The almost impalpable powder obtained in this way is now ready for use. As it comes from the mill it is not quite damp enogh to bind, and in order to moisten it equably and sufficiently, a curious process is now adopted. It was found that no system of sprinkling with water or other artificial mode of wetting it rendered it all equally damp. Advantage has therefore been taken of the sponge like action of plaster of Paris. Large beds, some four or five inches in thickness, of this material are prepared and carefully wetted; on these beds an even layer of clay dust is spread previous to its use, and this clay sucks up from the damp plaster excactly the proper amount of water to give it the required cohesion. From these beds, the clay is carried to the presses, which are cumbrous affairs, made much after the fashion of coining presses, having a screw to which is attached the lid of the mould and heavy arms to cause the revolution of the screw. The mould itself, made of course of metal, is formed by a depression in the otherwise level surface of the table on which rests the clay. The workman begins by scraping across into the mould enough of the powder to fill it, and roughly levels the surface by striking it with a straight edge. The screw or die is then brought down gently at first to expel the air, after which a sharp and heavy blow is given by rapidly swinging round the arms of the screw. By this second blow the clay in the mould is reduced to about two thirds of its former thickness, and is so far consolidated that it can readily be moved about and handled. The mould is relieved by an upward motion of the plate forming the bottom of ity, worked by a lever handle at the side of the press. On bringing this plate back to its former position, the mould is again ready to be charged with clay for the formation of another tile; the entire process occupying far less time than we have taken to describe it. For small tiles and diagonals or angle tiles, a divided mould making two at a time is commonly employed. A press on a very much smaller scale and worked by girls is used for making in exactly a similar way, the encaustic tesserae for mosaic work.

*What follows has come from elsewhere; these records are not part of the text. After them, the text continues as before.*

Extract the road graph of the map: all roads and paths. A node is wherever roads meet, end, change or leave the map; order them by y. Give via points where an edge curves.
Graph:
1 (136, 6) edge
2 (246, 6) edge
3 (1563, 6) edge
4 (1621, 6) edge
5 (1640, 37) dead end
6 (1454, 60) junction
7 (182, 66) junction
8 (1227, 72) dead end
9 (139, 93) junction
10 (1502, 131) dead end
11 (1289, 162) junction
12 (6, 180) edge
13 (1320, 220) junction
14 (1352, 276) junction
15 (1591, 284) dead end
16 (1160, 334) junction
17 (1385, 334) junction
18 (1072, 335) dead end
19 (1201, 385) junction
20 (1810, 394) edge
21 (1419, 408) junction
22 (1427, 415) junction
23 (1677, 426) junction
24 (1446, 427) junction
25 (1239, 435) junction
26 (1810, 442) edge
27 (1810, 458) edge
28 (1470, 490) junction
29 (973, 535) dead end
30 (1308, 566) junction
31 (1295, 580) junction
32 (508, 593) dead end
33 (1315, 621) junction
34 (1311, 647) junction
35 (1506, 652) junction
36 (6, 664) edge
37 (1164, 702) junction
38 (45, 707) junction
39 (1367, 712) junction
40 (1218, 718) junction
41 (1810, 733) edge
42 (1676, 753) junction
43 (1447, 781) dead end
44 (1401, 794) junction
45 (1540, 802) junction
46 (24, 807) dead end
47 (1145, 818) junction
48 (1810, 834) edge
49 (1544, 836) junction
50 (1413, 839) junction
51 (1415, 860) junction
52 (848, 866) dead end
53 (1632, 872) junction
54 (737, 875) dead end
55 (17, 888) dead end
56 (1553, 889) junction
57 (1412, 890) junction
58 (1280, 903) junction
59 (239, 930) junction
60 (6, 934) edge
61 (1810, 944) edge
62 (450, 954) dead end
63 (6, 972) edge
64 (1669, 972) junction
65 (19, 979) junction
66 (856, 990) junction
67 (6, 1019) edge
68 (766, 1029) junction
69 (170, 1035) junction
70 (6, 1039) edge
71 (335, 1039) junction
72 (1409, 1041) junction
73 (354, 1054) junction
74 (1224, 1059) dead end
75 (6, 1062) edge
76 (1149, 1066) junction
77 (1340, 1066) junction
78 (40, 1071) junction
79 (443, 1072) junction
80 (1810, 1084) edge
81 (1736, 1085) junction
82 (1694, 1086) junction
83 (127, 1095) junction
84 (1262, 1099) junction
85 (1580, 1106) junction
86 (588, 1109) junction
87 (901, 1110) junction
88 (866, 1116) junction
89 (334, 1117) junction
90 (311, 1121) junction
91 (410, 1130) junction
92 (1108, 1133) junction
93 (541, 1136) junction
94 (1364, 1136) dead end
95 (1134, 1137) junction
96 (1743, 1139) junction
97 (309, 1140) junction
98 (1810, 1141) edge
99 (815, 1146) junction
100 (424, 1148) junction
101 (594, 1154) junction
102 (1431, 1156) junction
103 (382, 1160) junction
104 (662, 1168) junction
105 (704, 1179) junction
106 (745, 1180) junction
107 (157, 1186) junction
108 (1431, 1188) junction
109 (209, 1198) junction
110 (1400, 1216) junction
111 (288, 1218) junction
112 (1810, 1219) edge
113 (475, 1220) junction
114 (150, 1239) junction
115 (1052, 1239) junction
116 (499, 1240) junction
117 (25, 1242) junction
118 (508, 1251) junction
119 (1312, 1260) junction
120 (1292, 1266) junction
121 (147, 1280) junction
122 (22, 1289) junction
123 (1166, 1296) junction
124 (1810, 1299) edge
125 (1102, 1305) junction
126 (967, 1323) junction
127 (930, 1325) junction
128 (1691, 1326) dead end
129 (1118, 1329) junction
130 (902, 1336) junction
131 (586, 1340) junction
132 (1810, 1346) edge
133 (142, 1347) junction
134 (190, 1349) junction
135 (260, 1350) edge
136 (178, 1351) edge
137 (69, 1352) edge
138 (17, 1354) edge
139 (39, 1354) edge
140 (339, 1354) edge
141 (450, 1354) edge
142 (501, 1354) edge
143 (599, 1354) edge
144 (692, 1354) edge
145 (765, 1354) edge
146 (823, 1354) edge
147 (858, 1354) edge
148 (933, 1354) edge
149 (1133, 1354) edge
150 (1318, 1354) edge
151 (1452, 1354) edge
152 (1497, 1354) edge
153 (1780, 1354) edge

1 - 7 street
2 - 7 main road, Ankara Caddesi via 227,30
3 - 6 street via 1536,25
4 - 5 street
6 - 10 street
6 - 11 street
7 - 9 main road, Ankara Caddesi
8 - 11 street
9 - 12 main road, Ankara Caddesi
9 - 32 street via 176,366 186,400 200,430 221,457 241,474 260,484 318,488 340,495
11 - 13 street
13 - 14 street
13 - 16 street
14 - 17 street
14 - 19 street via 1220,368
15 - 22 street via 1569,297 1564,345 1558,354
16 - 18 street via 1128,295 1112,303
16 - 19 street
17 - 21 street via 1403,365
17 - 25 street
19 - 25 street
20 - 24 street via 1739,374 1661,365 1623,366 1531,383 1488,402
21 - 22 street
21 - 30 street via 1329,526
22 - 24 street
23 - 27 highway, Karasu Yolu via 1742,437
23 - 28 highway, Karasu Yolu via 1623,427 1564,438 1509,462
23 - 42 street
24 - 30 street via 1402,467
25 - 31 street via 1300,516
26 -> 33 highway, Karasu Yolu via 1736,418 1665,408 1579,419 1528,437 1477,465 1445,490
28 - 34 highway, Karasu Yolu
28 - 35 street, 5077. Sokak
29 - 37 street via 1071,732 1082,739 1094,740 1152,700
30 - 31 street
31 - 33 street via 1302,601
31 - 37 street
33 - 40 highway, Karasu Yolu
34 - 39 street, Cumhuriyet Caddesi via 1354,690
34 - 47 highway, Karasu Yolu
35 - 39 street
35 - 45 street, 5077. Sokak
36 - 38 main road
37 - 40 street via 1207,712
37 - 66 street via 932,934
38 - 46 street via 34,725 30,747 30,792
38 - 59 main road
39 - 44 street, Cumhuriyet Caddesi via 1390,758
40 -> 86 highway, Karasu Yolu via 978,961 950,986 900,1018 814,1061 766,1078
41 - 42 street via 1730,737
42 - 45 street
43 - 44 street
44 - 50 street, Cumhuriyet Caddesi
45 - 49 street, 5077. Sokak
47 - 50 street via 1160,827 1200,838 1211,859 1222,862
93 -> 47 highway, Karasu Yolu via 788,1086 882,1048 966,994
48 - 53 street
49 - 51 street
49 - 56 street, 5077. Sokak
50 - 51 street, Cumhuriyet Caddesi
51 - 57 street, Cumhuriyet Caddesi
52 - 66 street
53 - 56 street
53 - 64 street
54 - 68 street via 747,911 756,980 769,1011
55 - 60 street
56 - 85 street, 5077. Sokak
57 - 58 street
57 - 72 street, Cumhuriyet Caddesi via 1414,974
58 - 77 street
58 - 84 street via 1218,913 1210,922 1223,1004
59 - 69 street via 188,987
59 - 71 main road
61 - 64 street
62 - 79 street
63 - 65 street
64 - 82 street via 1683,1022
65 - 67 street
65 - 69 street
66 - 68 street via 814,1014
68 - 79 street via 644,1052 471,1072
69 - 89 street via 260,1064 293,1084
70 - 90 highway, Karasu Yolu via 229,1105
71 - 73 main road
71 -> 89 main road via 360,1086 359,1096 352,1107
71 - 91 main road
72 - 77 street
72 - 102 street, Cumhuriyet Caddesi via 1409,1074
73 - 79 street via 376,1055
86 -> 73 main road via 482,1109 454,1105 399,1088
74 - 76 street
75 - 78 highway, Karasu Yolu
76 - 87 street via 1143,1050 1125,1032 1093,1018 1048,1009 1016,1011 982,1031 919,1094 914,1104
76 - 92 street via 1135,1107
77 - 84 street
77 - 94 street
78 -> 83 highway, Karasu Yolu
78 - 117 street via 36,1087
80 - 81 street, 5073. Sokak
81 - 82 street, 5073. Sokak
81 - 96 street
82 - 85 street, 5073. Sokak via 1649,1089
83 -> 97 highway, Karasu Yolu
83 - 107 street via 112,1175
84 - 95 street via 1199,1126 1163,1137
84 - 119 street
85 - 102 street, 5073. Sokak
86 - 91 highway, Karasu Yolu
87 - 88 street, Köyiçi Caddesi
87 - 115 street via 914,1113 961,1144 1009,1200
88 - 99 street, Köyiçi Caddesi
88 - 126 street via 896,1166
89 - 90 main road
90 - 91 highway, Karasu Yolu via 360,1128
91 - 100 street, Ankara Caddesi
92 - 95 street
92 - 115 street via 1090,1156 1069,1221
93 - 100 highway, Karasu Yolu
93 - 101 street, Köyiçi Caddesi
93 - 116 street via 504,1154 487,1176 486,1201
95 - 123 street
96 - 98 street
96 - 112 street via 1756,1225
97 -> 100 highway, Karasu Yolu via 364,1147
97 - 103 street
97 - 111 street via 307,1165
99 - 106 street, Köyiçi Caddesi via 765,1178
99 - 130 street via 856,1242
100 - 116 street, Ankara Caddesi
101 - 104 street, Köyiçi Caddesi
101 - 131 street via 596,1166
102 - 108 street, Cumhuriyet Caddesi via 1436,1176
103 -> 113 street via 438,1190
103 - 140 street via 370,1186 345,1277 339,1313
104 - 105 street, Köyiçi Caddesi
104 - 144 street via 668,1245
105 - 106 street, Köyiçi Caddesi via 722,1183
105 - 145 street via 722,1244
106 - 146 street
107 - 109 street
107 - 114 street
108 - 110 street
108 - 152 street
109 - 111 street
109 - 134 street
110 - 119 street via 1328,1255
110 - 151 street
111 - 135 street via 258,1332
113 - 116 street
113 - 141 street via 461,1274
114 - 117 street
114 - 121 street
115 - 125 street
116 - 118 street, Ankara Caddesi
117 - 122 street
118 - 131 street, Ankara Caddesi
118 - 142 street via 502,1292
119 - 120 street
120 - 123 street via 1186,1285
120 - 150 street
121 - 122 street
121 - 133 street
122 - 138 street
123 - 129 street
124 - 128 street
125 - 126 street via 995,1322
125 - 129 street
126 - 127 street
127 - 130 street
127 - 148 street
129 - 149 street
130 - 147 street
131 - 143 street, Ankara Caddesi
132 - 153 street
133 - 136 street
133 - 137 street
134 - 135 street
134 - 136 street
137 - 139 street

Of course, by using dust stained in various colours, while the clay is in the state of slip, tiles or tesserae of any self tint can be obtained by this process, and tiles made of pure white clay dust are in general use for decoration, either by transfer printing or painting. Before the tiles can be decorated, they must necessarily be burned into the state of biscuit, which is effected in "ovens" of the kind commonly used for burning pottery. These ovens may be described in a few words, as follows:- Round a circular chamber which may be from 14 to 16 feet in diameter, are arranged a series of fire places or "fire holes," varying from eight to twelve in number. These fire holes communicate with the oven by means of flues passing under the floor to an orifice in the centre, and small vertical chimneys built against the inner wall called the "bags." These ovens may be from 14 to 20 feet in height, and are covered in at the top with a brick dome pierced with openings (generally three to each fire hole) to carry off the products of copmbustion. A fierce upward draught is produced by surrounding the entire oven with a flask shaped chimney. This chimney, from the fact that its width at the base is such as to enable the workmen to attend to the fires under cover, is called the "hovel." The goods to be fired are enclosed in oval boxes of fire clay called "seggars," to protect them from the flames which freely enter the oven through the floor and bags. Some tile makers have introduced seggars of a square form which can be better filled with tiles than the round or oval boxes, but are said not to last so long. These seggars when filled are placed one above the other in stacks, sometimes twenty five seggars in height, called "bungs." In firing a biscuit oven, the usual precautions are taken to raise the heat very slowly, so that the goods are "smoked" for many hours before the full firing, which lasts about forty eight hours, is commenced. All tiles have to be first fired in the biscuit oven, and for plain encaustic tiles, this is the only firing required.